Two phrases are the most traditional; one indicates the ceremony will be in a house of worship, the other that it will not. But informal wording is becoming very common. Just be sure that whatever phrasing you choose indicates that guests are being invited to a wedding ceremony or the reception only.

At a Place of Worship: Request the honor of your presence...

Informal Ceremony: Would be delighted by your presence at the marriage of their children...

Informal Reception Only: Invite you to join them at the wedding reception of...
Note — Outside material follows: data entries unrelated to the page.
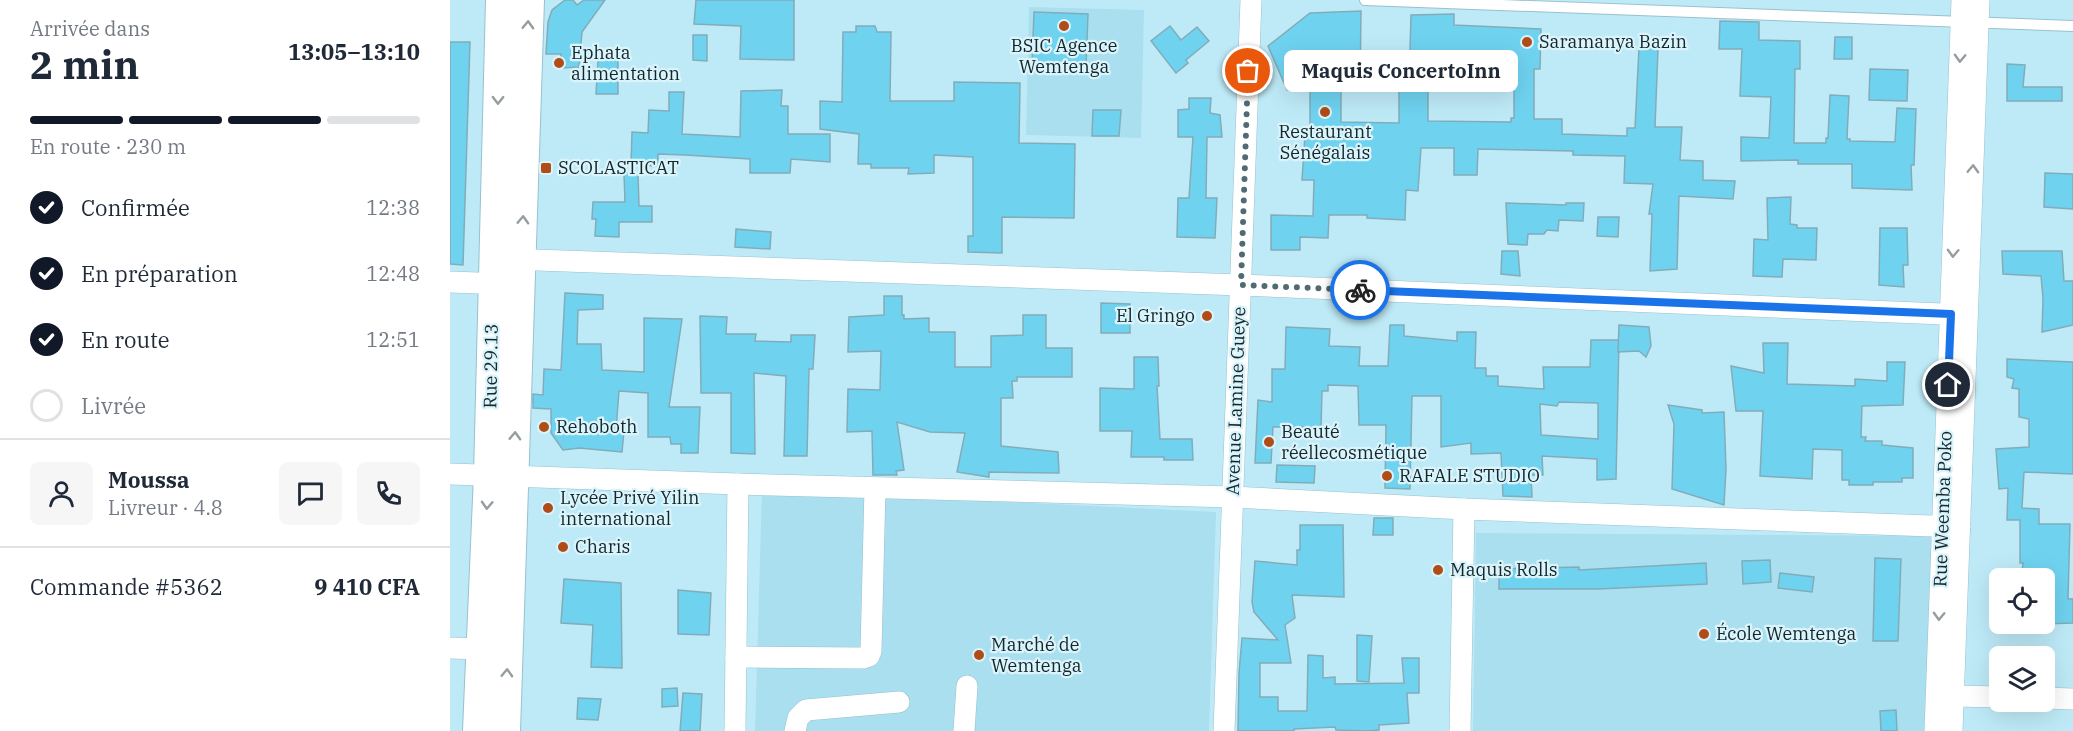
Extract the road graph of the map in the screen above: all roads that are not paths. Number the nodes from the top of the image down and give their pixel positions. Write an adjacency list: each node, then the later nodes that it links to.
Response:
1 (501, 0): 9 (main road, one-way to 9)
2 (529, 0): 9 (main road, one-way to 2)
3 (1251, 0): 11 (street, Avenue Lamine Gueye)
4 (1365, 0): 7 (lane)
5 (1962, 0): 7 (street, Rue Weemba Poko)
6 (1979, 0): 7 (street, Rue Weemba Poko)
7 (1970, 22): 8 (lane); 12 (street, Rue Weemba Poko)
8 (2073, 26)
9 (508, 272): 10 (street); 11 (street); 14 (main road)
10 (450, 282)
11 (1241, 285): 12 (street); 17 (street, Avenue Lamine Gueye)
12 (1959, 314): 19 (street, Rue Weemba Poko)
13 (450, 474): 14 (street)
14 (501, 476): 15 (street); 21 (main road, one-way to 21); 30 (main road, one-way to 14)
15 (738, 484): 16 (street); 22 (street)
16 (874, 488): 17 (street); 22 (street)
17 (1233, 497): 18 (street); 34 (street, Avenue Lamine Gueye)
18 (1464, 509): 19 (street); 35 (street)
19 (1951, 527): 24 (street, Rue Weemba Poko); 36 (street, Rue Weemba Poko, one-way to 36)
20 (450, 648): 21 (street)
21 (481, 649): 29 (main road)
22 (736, 657): 31 (street)
23 (967, 686): 33 (street)
24 (1953, 696): 25 (street); 37 (street, Rue Weemba Poko)
25 (1989, 697)
26 (2055, 698): 27 (street)
27 (2073, 699)
28 (899, 702): 32 (street)
29 (478, 731)
30 (505, 731)
31 (735, 731)
32 (795, 731)
33 (964, 731)
34 (1224, 731)
35 (1460, 731)
36 (1935, 731)
37 (1952, 731)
Bride and Groom line: Because the bridal couple are the stars of the invitation, their names are set off, on separate lines. The preposition linking them goes on its own line: traditional American formatting uses the word "to"; some Jewish formats use the word "and."

Traditional: If the bride's last name is the same as her parents' above, it is not repeated. No courtesy title (such as Miss or Ms.) is used.

Contemporary: If the couple or both sets of parents are to host, treat the names equally. Date and time: Don't worry about using a.m. or p.m., or a phrase such as "in the evening," unless the wedding will be held at 8, 9, or 10 o'clock. The year is traditionally omitted as well, but it is sometimes included for the invitation's keepsake value.

Location:

It's traditional not to include street addresses of houses of worship or well-known locations, but this is less common lately. Commas are not used at the ends of lines, and the state is always spelled out.

Reception line:

If the ceremony and reception are in the same space, they can be on a single invitation. If the reception is held elsewhere, a separate card might be helpful. It is no longer considered acceptable to invite some people only to the ceremony.

RSVP line:

Brides today generally include paper, envelope, and stamp to encourage guests to respond to their invitation in a timely manner, even though traditional etiquette doesn't actually call for them. It's not rude to omit these, but it might be risky.

Special Details:

If your event won't include a full meal, it's courteous to inform your guests. Use phrasing such as "and afterward for cocktails" instead of the classic "at the reception."